=== Your goal ===
Gather all lines from the material that contain the word "rotate".

=== Data ===
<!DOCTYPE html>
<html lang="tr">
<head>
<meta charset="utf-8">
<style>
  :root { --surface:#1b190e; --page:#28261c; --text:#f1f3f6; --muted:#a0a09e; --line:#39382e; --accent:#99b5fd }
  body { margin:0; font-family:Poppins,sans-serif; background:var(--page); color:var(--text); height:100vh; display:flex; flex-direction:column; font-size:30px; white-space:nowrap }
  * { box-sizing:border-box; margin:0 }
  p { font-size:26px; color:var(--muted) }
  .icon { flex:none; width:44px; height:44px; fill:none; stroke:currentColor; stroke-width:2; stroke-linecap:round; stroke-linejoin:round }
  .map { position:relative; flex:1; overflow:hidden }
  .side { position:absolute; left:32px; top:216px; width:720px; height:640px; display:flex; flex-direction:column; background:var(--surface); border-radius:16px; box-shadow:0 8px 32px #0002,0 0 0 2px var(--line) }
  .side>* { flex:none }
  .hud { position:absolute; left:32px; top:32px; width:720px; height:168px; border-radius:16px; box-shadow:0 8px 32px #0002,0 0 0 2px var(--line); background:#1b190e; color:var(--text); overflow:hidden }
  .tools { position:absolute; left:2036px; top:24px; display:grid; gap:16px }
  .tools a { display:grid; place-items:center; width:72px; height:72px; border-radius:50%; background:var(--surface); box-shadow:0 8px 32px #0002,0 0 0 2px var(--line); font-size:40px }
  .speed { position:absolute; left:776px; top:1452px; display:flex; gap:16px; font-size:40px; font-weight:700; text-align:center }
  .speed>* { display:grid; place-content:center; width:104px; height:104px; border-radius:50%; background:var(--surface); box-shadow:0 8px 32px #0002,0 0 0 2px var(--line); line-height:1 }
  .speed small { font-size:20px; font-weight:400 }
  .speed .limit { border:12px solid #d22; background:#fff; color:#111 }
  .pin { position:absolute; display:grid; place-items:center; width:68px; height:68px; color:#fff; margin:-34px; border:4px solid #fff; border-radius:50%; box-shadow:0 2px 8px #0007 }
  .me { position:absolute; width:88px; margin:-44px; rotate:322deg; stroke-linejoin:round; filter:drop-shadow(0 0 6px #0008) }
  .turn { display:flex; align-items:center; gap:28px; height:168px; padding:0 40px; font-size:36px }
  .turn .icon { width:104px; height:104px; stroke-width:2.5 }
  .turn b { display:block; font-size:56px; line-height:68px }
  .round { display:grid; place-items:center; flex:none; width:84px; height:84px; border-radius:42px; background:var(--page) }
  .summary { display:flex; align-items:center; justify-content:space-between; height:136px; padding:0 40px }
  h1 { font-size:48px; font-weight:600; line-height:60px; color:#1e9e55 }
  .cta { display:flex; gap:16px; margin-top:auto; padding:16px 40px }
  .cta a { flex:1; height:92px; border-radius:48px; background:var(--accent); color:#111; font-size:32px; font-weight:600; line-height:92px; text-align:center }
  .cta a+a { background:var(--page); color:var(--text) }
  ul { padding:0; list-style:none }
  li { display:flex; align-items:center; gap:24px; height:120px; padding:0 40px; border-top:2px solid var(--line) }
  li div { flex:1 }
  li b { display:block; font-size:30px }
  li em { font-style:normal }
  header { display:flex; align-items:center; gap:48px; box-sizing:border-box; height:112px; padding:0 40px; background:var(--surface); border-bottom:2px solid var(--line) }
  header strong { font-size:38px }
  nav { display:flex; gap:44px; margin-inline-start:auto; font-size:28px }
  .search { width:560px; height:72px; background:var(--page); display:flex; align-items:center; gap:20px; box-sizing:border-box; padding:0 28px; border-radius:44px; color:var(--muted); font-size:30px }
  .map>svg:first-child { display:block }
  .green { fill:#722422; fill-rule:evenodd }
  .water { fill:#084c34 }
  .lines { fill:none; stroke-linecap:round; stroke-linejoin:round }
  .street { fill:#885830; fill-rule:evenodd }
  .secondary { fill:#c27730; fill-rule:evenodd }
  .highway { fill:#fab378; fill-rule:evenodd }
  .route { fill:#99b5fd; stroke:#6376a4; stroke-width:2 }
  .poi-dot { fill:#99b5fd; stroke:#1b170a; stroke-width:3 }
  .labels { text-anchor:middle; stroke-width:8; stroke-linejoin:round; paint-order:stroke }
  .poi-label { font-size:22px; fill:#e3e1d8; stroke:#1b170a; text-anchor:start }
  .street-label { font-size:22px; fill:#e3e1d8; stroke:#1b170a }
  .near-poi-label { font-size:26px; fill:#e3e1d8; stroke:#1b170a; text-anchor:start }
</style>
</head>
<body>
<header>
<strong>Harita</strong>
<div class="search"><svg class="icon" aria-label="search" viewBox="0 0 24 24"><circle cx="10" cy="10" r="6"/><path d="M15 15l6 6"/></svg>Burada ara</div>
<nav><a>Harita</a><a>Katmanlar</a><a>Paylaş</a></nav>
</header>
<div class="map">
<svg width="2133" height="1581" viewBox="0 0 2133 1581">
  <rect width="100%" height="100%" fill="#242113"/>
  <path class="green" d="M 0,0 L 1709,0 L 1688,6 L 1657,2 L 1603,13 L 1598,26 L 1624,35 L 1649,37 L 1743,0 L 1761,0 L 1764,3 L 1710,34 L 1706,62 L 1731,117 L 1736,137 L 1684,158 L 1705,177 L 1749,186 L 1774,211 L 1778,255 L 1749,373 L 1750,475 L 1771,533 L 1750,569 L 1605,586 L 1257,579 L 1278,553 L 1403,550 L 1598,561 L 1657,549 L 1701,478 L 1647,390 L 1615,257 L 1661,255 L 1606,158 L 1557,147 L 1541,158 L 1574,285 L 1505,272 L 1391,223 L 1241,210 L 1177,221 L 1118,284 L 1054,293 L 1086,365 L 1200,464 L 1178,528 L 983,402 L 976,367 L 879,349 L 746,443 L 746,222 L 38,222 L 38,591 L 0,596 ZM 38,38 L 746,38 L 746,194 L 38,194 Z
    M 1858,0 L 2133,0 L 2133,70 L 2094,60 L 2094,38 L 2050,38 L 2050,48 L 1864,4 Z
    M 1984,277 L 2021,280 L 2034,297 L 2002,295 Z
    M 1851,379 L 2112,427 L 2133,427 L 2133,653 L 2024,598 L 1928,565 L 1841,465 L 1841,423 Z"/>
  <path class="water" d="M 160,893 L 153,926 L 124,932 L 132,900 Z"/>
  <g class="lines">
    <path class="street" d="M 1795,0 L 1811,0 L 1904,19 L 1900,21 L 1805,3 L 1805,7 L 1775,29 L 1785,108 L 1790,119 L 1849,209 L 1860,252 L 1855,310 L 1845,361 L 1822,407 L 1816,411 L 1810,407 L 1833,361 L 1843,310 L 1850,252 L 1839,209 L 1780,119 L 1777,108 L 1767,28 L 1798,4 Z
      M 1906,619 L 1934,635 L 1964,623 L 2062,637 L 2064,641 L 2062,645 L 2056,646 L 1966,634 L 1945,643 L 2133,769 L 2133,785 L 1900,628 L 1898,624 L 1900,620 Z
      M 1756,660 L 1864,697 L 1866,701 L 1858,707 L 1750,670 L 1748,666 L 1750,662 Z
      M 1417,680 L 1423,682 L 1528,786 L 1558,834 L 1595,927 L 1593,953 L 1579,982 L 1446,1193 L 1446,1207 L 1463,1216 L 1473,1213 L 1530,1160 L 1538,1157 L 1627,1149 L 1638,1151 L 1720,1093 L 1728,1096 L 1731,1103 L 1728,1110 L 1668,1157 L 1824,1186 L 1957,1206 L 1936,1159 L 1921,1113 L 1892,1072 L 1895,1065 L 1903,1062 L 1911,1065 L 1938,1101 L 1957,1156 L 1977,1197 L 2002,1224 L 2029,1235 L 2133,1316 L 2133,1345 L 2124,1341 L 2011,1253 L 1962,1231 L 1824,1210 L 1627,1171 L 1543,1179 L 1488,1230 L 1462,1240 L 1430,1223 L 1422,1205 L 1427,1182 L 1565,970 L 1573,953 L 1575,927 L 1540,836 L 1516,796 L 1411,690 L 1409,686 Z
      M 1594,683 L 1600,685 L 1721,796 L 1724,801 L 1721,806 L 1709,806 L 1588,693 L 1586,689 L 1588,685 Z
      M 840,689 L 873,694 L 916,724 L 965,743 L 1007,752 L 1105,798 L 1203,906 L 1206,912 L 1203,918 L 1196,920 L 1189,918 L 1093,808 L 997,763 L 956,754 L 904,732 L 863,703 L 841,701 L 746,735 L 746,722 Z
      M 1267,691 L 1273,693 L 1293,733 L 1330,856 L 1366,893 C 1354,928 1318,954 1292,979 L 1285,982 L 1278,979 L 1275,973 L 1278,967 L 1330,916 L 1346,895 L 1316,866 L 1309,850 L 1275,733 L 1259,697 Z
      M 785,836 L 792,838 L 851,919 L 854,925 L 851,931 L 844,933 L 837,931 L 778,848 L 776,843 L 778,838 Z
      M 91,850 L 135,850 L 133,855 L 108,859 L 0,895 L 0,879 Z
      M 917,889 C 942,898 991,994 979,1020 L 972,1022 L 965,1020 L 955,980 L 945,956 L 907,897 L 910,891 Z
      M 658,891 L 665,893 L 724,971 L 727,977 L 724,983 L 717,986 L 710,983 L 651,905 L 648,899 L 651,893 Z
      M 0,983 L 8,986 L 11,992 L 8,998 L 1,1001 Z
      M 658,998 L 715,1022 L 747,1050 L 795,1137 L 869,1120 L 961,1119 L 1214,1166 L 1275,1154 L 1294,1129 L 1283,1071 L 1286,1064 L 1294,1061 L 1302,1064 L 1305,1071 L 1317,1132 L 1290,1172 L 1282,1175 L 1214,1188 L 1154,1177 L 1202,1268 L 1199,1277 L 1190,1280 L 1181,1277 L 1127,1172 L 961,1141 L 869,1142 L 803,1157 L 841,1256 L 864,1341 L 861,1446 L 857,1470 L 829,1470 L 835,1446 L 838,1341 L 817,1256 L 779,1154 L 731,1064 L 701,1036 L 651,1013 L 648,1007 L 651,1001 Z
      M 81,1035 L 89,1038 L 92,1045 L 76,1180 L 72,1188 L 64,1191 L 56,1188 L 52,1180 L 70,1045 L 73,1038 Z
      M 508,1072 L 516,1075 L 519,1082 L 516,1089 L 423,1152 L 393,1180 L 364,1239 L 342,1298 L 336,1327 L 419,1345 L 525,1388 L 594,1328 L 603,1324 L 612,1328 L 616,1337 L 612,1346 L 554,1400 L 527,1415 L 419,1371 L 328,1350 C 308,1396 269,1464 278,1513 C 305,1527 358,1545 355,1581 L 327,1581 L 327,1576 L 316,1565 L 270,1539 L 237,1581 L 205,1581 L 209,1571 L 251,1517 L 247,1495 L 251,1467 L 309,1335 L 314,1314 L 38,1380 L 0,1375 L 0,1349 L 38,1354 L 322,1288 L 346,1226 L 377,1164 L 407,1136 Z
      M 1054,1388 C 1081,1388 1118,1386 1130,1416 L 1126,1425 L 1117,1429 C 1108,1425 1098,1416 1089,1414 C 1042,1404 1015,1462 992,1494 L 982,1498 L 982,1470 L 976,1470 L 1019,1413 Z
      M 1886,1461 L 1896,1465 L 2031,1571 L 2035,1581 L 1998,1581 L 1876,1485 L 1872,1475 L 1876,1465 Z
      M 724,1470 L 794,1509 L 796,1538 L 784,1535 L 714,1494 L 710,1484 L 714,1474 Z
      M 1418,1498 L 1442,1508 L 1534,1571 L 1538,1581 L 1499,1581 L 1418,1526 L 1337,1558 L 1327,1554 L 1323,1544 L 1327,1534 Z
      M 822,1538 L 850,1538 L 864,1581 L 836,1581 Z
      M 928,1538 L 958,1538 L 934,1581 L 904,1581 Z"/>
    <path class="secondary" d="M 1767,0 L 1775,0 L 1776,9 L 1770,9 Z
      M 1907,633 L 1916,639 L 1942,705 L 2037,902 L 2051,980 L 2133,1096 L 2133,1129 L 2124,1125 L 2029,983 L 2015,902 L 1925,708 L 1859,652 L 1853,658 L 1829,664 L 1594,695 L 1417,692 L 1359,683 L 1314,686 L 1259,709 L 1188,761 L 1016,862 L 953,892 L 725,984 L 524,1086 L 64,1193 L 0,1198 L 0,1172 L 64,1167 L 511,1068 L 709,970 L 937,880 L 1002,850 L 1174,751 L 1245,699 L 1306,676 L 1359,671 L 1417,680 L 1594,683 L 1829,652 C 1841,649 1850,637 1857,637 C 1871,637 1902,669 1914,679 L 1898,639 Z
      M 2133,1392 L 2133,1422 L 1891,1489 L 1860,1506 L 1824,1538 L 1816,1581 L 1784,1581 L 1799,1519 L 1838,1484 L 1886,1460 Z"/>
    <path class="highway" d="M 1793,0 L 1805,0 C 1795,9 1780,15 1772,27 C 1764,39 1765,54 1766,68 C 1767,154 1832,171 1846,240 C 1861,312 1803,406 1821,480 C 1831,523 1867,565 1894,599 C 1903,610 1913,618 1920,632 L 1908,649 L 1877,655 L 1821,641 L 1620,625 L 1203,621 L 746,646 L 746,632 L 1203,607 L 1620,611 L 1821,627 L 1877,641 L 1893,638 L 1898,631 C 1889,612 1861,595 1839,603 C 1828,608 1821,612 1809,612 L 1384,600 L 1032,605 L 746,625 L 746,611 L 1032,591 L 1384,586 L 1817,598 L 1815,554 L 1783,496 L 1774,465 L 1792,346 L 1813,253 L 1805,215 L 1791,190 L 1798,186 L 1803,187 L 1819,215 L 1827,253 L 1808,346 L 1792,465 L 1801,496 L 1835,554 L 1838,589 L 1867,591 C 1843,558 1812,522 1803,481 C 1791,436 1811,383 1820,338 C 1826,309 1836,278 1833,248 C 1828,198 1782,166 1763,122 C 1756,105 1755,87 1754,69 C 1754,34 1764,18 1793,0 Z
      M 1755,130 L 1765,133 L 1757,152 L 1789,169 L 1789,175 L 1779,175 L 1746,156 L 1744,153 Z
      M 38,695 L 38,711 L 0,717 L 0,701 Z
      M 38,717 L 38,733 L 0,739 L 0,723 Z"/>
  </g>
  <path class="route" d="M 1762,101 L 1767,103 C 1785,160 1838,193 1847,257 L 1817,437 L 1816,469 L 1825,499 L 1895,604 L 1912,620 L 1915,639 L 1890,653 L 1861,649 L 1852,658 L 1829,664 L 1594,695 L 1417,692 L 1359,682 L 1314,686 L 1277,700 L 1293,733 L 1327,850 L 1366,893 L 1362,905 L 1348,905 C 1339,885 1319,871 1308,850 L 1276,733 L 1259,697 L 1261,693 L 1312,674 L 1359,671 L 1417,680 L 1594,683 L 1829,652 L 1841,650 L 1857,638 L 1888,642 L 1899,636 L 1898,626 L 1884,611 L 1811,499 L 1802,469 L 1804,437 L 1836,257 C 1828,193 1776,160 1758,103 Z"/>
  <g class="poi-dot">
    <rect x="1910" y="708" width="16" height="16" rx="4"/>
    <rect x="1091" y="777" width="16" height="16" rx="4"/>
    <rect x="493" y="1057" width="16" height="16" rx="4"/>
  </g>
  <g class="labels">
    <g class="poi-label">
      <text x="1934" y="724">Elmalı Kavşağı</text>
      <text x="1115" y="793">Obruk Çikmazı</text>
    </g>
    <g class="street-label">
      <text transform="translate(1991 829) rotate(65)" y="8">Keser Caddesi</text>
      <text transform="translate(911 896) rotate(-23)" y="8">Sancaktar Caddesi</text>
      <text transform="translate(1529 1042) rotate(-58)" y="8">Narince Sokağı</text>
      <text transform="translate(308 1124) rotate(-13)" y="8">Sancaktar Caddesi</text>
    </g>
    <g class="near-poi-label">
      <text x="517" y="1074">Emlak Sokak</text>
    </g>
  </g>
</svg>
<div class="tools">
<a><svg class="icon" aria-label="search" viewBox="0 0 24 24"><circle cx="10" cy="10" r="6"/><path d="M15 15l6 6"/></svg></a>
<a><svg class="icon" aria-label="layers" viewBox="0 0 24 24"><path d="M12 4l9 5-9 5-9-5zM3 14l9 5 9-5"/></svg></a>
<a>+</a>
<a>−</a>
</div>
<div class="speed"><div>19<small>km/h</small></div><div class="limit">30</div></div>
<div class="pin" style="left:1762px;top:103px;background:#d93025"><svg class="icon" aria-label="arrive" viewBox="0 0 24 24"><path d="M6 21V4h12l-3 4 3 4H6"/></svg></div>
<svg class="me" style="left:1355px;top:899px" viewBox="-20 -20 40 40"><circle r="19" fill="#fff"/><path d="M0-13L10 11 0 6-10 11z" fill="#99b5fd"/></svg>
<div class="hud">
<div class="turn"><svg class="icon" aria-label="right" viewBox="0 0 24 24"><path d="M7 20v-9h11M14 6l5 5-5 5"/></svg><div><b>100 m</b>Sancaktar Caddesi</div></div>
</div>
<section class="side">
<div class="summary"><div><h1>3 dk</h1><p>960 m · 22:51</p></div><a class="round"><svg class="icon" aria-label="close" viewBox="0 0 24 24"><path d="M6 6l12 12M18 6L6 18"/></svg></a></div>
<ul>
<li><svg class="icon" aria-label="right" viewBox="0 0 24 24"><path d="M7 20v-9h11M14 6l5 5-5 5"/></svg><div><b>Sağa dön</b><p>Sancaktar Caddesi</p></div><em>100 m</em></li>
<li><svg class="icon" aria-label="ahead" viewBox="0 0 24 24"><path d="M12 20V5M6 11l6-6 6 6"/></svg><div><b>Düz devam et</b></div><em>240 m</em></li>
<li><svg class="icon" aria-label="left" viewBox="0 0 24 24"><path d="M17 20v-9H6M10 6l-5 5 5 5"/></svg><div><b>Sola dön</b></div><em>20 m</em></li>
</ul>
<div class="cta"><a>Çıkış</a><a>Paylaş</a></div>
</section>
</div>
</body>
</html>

=== Response below ===
  .me { position:absolute; width:88px; margin:-44px; rotate:322deg; stroke-linejoin:round; filter:drop-shadow(0 0 6px #0008) }
      <text transform="translate(1991 829) rotate(65)" y="8">Keser Caddesi</text>
      <text transform="translate(911 896) rotate(-23)" y="8">Sancaktar Caddesi</text>
      <text transform="translate(1529 1042) rotate(-58)" y="8">Narince Sokağı</text>
      <text transform="translate(308 1124) rotate(-13)" y="8">Sancaktar Caddesi</text>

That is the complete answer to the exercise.